Stored records
════════════════

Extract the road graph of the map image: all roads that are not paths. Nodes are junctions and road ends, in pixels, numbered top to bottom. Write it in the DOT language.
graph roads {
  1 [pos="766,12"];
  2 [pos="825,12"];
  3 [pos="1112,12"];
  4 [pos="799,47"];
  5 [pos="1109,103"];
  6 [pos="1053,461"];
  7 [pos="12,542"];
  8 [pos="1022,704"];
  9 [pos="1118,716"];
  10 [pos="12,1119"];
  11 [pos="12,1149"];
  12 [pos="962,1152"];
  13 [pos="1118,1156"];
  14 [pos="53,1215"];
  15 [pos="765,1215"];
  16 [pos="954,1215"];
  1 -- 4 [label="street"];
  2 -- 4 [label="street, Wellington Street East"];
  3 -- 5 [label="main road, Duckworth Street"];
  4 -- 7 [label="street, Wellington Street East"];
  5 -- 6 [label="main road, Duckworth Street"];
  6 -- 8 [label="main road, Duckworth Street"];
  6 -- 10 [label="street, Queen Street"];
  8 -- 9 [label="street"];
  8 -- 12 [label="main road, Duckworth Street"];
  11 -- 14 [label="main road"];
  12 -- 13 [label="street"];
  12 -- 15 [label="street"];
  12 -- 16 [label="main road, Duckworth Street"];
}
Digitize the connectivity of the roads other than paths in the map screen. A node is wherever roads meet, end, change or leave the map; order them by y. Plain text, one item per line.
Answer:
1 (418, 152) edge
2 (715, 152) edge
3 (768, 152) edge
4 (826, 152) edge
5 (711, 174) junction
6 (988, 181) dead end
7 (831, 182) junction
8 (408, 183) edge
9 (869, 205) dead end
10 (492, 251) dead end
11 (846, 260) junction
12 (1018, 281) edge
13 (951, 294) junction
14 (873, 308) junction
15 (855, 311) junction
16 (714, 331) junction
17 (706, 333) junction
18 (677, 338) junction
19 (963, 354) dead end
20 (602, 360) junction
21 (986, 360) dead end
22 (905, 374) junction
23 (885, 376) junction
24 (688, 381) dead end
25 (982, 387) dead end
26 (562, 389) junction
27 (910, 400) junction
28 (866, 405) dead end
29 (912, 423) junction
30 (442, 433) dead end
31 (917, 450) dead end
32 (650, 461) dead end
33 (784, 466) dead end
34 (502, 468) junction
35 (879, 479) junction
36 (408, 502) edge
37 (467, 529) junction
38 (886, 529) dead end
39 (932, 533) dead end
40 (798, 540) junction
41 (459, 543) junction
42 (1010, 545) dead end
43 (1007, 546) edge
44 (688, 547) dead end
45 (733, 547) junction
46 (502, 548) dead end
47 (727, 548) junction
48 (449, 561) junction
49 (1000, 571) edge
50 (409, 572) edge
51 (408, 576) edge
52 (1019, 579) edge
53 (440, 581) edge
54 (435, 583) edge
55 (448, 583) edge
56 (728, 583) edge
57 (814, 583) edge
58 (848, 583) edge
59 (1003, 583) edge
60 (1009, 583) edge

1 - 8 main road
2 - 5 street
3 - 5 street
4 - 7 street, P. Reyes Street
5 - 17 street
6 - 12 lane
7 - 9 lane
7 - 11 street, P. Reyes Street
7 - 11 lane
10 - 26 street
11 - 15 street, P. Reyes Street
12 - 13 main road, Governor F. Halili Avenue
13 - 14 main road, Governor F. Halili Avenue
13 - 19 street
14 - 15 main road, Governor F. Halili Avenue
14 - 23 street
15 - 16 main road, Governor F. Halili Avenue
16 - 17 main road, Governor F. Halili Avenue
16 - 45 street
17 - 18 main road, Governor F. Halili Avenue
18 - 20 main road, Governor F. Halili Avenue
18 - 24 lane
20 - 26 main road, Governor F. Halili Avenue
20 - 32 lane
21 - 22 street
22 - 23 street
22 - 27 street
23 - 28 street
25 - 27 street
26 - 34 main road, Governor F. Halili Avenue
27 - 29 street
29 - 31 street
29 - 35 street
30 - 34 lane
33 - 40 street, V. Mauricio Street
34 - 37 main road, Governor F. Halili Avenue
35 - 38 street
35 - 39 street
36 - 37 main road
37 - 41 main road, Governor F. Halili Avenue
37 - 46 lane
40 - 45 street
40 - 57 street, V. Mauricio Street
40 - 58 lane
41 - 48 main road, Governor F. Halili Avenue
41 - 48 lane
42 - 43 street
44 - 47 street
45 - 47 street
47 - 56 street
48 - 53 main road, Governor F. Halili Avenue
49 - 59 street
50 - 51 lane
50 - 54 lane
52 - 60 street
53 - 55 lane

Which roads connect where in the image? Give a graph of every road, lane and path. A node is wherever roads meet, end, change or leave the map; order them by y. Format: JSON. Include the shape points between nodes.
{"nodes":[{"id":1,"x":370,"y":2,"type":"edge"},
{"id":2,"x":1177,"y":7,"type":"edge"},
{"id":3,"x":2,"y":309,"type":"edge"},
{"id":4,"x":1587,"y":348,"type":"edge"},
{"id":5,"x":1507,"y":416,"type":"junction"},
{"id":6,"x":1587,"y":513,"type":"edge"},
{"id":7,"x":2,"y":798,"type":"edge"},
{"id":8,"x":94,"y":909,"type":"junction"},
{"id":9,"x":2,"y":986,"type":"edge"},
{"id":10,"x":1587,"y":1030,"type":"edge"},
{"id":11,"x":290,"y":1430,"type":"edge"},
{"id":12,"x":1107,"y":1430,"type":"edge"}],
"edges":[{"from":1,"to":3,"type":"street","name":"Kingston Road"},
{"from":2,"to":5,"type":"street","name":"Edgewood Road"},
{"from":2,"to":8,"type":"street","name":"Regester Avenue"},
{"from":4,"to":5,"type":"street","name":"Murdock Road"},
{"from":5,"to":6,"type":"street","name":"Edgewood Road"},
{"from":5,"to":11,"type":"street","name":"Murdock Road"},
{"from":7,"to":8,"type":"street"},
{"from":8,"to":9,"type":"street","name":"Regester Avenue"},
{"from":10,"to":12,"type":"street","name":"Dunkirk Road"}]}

════════════════

What you should do
Pick out the lines above that hold the string "Edgewood" and show them.

Answer to this task
{"from":2,"to":5,"type":"street","name":"Edgewood Road"},
{"from":5,"to":6,"type":"street","name":"Edgewood Road"},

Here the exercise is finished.